Genius co-founder and CEO Mark Locke said following a year of strong execution in 2022, the business was “pleased” to continue its momentum in 2023.

“2023 is the year in which Genius expects to significantly accelerate group adjusted EBITDA profitability and rapidly expand margins,” he said. “Our first quarter results demonstrate the operating leverage of our business model, built to benefit from positive industry trends and support sustainable, profitable growth.

“As a result, I have a greater sense of confidence in our ability to achieve full-year financial targets beyond our initial expectations, leading us to raise our 2023 outlook.”

New customer acquisition drives betting growth

In Q1 2023, Genius achieved $97.2m in revenue, a 13.2% rise from the $85.9m the company reported the same period the previous year. This compares to the $92.0m the company forecast in its first quarter guidance.

The business’s Betting Technology, Content & Services division entirely drove the increased revenue, with the segment rising 30.2% to $64.7m versus the $49.7m reported in 2022.

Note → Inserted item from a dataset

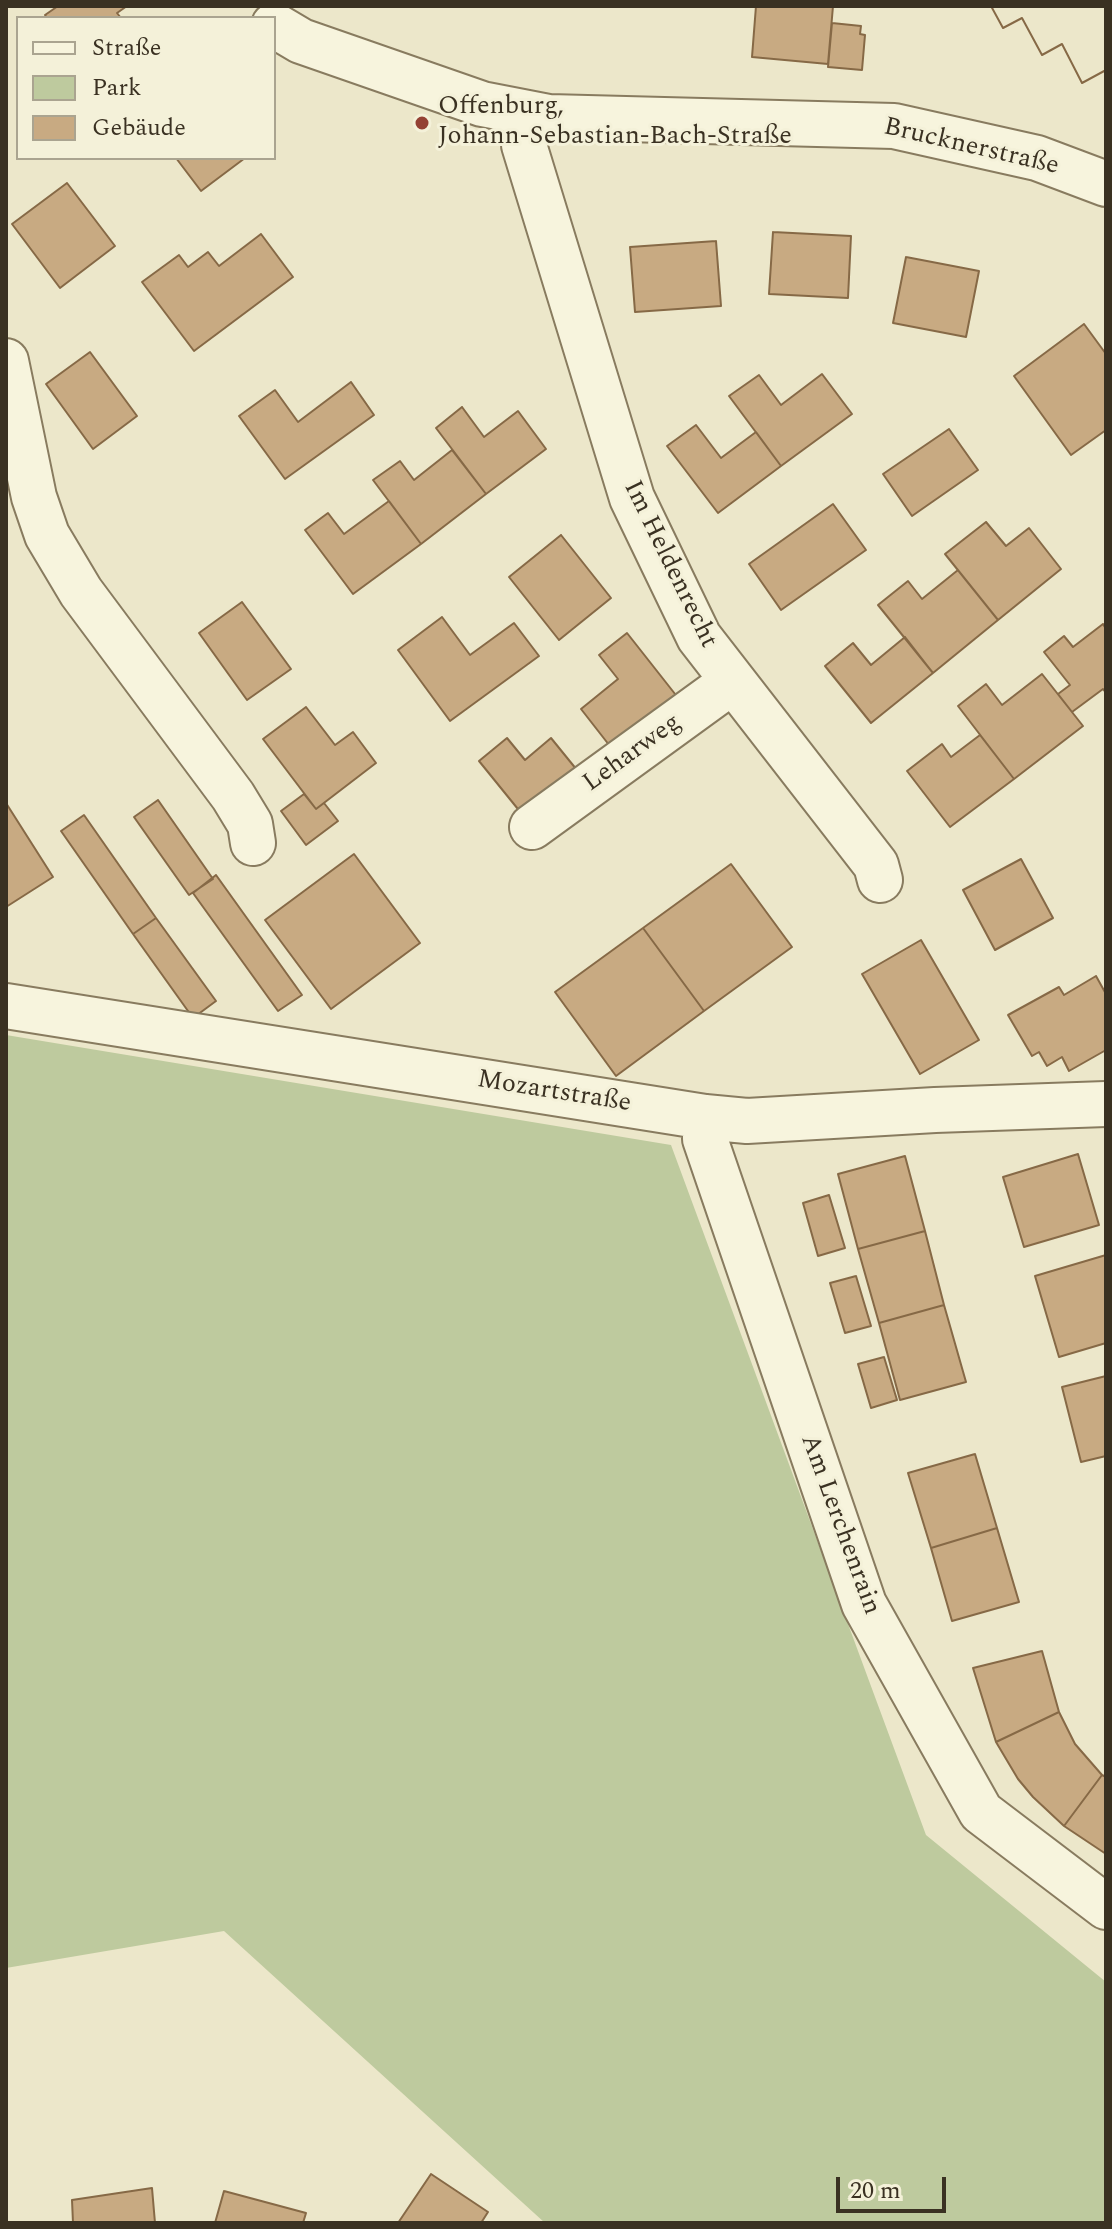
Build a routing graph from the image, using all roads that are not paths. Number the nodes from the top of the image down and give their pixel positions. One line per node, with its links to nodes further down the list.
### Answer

The company’s other two verticals – Media Technology, Content & Services and Sports Technology & Services – both experienced revenue declines. Genius’s media business declined 9.8% from $24.1m, while its Sports segment fell a further 11.2% to $10.7m as opposed to the $12.1m the company reported in the same period the previous year.

The organisation said the increased revenue for its Betting segment was a result of the impact of both new customer acquisitions and growth among existing customers. Genius said that this was due to price hikes on contract renewals and renegotiations.

Meanwhile, lower advertising spends relative to Q1 2022 and the impacts of non-cash consideration contracts caused the respective declines in the business’s Media and Sports verticals.    

Reduction in costs and expenses

Genius’s report outlined wide reductions in the business’s operating expenses, which fell 34.3% from $49.6m in Q1 2022, to 32.6m in the first three-months of the year.

During the period, the business reported that its sales and marketing expenses fell from $9.2m to $7.4m. This reduction was mirrored in its declines for research and development which fell from $7.4m to $6.3m in 2023.

The business also reported that its general and administrative costs fell 44.8% from $32.8m to $18.1m. The company’s transaction expenses were the only costs which rose during the period, rising from $128,000 to $828,000 in the first quarter of 2023.